For each line in the data that includes "Audu", make a copy.

Items from a dataset:
Content starts

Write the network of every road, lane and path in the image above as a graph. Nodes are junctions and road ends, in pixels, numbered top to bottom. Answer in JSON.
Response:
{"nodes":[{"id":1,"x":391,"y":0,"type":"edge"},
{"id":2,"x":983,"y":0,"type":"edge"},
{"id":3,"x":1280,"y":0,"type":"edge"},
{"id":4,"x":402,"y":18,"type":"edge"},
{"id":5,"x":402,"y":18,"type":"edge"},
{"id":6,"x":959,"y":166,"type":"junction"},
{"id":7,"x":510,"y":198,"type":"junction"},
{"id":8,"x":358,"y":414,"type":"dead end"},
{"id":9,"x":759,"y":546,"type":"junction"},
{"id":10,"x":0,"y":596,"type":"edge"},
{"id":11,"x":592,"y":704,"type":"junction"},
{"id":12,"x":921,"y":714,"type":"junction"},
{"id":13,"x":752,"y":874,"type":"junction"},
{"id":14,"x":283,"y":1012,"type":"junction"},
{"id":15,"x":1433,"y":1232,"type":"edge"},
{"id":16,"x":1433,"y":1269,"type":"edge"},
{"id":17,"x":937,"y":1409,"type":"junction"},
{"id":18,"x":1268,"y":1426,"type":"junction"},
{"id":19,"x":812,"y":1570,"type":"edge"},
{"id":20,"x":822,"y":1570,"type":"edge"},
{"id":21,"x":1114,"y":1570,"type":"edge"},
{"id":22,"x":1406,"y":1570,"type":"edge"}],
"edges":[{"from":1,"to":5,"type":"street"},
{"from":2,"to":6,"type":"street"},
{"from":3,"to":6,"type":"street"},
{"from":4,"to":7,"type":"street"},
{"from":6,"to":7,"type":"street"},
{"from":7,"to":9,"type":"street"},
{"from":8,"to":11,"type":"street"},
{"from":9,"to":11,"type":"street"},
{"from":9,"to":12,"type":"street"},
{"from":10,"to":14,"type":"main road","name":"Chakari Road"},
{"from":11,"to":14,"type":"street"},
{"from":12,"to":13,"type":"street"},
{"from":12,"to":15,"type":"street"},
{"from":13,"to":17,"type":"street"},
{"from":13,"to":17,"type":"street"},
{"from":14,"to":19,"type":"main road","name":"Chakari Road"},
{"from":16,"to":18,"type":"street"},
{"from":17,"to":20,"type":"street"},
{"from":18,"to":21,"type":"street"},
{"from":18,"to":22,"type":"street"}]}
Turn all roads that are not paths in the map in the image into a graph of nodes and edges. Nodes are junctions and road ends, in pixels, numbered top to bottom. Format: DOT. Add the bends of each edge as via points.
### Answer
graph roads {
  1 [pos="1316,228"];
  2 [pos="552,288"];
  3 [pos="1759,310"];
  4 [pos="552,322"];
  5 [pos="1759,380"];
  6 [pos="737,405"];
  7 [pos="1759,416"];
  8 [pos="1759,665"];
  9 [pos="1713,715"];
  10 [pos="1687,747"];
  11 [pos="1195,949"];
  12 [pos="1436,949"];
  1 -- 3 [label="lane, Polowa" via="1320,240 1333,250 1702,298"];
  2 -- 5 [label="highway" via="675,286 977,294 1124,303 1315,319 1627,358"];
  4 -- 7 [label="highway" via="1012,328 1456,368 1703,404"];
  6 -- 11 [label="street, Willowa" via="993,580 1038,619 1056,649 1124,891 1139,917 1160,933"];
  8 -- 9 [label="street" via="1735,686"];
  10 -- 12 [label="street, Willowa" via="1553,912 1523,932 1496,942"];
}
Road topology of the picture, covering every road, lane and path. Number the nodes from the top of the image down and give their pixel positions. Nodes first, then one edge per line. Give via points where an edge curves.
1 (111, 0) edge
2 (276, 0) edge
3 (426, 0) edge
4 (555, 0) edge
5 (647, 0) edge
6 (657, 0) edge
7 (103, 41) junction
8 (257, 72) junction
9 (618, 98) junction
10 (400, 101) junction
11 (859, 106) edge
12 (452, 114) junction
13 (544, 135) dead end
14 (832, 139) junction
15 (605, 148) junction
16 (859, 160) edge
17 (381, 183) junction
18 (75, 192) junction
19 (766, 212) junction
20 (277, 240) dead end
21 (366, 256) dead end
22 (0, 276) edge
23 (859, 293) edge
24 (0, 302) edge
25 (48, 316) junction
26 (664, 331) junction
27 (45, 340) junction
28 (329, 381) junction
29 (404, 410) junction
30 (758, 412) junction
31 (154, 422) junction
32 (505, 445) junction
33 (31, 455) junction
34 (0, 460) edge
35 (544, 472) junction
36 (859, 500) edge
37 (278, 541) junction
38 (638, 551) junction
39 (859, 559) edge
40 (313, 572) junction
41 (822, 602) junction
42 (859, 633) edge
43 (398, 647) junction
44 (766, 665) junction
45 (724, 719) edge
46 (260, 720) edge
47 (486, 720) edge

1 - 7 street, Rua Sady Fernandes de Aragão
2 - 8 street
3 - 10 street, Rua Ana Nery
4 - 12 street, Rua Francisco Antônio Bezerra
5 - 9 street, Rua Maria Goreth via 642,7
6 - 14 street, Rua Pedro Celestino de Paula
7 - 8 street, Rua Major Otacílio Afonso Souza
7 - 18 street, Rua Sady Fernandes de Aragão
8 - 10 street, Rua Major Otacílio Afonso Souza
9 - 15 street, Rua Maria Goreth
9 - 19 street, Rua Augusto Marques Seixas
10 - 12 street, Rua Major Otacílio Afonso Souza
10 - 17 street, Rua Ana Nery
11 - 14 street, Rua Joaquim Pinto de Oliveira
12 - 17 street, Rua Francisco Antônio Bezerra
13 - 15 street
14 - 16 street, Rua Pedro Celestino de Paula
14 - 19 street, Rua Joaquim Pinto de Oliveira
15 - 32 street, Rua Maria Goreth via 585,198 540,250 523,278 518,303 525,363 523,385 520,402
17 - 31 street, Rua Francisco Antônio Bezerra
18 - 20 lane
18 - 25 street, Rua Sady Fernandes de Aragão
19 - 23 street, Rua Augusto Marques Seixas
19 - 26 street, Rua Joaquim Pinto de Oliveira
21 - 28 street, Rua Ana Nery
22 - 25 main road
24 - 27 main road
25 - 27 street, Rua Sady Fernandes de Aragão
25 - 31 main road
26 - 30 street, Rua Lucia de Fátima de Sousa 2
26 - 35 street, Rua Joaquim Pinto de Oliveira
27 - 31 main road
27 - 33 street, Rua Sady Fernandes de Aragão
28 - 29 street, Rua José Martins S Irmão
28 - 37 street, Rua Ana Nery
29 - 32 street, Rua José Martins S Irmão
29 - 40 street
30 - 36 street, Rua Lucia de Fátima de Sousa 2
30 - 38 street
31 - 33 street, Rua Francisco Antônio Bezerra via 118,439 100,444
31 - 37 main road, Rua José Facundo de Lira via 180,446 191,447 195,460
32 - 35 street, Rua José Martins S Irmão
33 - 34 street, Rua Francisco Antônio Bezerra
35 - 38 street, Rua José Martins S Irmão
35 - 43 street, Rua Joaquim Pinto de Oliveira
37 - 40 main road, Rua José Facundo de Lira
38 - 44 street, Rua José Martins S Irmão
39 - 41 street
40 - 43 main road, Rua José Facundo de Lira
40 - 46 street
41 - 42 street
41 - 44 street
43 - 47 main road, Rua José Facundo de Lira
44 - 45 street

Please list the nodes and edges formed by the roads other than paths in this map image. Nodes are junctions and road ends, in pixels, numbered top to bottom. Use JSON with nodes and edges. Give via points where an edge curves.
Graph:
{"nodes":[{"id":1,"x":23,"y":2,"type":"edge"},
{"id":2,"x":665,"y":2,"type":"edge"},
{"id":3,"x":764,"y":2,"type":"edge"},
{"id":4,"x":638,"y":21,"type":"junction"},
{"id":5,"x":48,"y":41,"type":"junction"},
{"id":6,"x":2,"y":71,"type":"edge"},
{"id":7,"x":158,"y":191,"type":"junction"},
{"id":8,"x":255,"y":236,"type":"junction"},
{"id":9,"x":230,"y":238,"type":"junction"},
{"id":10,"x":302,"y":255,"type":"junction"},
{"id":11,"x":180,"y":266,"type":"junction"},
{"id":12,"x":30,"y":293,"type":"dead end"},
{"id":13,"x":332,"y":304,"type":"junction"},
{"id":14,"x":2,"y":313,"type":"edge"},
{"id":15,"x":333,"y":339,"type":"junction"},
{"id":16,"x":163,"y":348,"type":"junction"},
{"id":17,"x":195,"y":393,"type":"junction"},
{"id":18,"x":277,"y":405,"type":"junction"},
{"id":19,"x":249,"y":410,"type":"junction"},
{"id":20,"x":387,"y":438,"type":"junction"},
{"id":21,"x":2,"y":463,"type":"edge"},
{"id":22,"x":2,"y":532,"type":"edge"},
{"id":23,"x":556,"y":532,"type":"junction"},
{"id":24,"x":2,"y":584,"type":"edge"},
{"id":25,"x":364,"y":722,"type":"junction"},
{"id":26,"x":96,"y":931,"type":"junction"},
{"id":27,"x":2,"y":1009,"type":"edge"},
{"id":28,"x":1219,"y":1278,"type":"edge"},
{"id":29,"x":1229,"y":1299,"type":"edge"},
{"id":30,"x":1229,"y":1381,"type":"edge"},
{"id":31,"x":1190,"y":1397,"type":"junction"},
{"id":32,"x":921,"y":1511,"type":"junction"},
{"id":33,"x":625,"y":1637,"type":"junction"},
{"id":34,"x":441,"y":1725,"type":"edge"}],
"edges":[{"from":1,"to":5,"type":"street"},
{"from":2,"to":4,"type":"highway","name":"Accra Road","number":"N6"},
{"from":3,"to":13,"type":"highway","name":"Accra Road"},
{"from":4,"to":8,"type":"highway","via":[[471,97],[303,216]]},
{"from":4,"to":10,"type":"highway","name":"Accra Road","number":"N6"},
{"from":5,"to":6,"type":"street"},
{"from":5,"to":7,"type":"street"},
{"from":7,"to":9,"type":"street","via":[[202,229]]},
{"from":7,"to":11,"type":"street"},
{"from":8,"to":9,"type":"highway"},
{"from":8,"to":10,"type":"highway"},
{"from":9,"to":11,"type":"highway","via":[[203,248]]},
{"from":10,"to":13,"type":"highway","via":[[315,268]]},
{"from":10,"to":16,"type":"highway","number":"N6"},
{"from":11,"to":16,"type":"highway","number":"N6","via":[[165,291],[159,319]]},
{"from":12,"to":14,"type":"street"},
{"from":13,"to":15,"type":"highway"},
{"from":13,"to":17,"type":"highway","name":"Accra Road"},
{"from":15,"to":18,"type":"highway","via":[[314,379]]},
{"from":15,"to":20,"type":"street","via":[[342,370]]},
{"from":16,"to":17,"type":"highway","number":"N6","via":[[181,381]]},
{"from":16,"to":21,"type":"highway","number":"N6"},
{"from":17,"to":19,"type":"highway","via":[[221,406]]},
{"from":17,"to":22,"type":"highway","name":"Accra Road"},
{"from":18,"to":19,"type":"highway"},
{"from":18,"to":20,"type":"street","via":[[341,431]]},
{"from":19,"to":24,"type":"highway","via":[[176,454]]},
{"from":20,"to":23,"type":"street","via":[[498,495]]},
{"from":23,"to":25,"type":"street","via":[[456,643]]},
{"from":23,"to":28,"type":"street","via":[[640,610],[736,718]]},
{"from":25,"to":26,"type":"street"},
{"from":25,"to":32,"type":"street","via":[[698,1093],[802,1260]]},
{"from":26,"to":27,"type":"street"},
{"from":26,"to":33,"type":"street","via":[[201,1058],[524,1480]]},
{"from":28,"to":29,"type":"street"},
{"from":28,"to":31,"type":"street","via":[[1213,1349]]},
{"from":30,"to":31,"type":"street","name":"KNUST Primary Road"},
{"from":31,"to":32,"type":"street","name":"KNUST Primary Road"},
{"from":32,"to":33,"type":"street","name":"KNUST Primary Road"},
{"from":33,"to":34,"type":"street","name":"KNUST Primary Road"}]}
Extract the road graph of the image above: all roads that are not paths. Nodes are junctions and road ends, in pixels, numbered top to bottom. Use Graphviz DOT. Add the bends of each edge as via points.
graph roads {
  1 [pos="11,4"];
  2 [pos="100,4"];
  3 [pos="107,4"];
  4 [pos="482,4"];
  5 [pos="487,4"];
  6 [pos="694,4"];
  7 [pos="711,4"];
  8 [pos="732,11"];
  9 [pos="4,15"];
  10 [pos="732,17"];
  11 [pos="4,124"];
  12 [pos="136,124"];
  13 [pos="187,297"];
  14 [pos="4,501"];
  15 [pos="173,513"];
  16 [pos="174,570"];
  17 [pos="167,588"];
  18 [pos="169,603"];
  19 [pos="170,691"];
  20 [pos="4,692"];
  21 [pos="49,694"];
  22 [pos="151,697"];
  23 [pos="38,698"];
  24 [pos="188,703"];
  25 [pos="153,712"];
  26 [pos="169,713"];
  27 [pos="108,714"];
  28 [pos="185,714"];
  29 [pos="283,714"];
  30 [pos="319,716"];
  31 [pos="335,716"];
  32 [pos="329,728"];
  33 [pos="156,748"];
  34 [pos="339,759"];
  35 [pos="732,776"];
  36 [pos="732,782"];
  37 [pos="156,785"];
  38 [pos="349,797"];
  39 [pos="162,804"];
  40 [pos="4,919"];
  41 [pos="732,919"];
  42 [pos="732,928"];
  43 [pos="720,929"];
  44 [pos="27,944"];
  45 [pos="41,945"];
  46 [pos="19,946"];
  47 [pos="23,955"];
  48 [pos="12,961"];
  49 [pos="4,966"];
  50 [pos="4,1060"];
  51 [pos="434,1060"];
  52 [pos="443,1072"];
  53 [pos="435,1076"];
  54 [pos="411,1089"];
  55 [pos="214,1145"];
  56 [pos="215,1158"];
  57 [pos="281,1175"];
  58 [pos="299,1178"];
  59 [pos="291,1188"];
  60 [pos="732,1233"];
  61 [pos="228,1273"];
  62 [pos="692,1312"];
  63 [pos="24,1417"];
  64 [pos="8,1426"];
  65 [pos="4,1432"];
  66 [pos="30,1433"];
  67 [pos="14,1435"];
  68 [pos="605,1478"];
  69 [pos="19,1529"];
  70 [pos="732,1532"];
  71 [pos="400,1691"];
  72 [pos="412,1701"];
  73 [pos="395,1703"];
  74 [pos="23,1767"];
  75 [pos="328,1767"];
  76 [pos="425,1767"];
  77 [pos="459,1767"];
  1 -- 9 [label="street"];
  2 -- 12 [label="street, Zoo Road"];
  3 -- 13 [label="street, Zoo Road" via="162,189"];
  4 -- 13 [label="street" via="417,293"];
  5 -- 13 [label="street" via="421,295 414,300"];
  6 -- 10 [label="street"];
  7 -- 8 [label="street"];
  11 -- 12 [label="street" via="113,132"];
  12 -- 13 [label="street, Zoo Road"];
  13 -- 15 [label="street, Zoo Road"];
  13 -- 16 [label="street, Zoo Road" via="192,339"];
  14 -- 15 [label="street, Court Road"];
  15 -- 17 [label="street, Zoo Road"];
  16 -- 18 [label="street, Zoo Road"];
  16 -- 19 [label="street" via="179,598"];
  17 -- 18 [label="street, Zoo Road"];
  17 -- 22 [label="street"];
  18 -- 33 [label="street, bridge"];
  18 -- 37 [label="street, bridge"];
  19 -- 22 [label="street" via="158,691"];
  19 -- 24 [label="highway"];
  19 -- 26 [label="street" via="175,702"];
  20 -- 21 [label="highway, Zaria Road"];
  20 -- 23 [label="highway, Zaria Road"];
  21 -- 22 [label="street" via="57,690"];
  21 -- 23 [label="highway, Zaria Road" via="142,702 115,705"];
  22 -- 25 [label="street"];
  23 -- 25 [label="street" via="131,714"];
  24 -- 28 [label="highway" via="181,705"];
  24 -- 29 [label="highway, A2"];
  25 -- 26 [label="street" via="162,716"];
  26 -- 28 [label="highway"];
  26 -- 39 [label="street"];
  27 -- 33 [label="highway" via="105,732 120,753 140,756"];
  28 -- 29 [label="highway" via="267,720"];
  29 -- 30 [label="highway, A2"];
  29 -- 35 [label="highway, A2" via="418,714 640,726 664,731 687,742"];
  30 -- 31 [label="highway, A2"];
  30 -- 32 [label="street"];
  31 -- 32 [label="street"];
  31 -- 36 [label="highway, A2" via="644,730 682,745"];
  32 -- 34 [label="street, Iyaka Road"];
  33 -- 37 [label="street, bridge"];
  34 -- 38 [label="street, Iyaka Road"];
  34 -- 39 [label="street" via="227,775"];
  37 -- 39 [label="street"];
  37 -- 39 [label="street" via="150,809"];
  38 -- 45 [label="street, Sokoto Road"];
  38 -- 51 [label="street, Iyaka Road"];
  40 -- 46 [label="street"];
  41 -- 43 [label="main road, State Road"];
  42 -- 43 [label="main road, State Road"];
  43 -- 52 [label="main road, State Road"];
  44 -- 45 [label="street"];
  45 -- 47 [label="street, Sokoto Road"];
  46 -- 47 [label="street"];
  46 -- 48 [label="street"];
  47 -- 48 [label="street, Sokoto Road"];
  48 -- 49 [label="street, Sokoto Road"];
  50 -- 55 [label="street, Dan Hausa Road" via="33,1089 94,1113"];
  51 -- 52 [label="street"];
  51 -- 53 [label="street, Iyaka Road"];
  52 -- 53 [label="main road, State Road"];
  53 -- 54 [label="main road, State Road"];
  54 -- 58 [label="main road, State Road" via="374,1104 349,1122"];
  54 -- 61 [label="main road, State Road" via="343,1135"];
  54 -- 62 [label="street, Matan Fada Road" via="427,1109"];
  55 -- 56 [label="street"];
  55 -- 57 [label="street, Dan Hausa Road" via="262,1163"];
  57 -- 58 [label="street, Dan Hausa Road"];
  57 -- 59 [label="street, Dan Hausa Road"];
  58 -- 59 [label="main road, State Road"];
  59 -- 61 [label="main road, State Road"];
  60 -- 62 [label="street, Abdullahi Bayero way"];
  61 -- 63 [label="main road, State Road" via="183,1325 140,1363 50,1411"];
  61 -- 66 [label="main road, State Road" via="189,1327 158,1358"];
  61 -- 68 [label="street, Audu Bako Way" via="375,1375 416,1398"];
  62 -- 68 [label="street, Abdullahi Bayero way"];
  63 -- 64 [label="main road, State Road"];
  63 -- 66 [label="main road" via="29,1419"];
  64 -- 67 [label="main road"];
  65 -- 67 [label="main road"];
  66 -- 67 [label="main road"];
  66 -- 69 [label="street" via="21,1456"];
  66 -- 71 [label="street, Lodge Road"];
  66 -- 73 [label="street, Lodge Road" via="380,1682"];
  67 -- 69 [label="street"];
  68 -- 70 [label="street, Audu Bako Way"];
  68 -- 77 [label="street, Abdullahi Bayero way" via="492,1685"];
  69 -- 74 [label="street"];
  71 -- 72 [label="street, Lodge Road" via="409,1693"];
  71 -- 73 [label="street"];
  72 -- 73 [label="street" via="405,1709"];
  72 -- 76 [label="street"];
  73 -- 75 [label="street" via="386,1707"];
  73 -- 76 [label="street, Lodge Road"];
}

Content ends

__Written response__:
  61 -- 68 [label="street, Audu Bako Way" via="375,1375 416,1398"];
  68 -- 70 [label="street, Audu Bako Way"];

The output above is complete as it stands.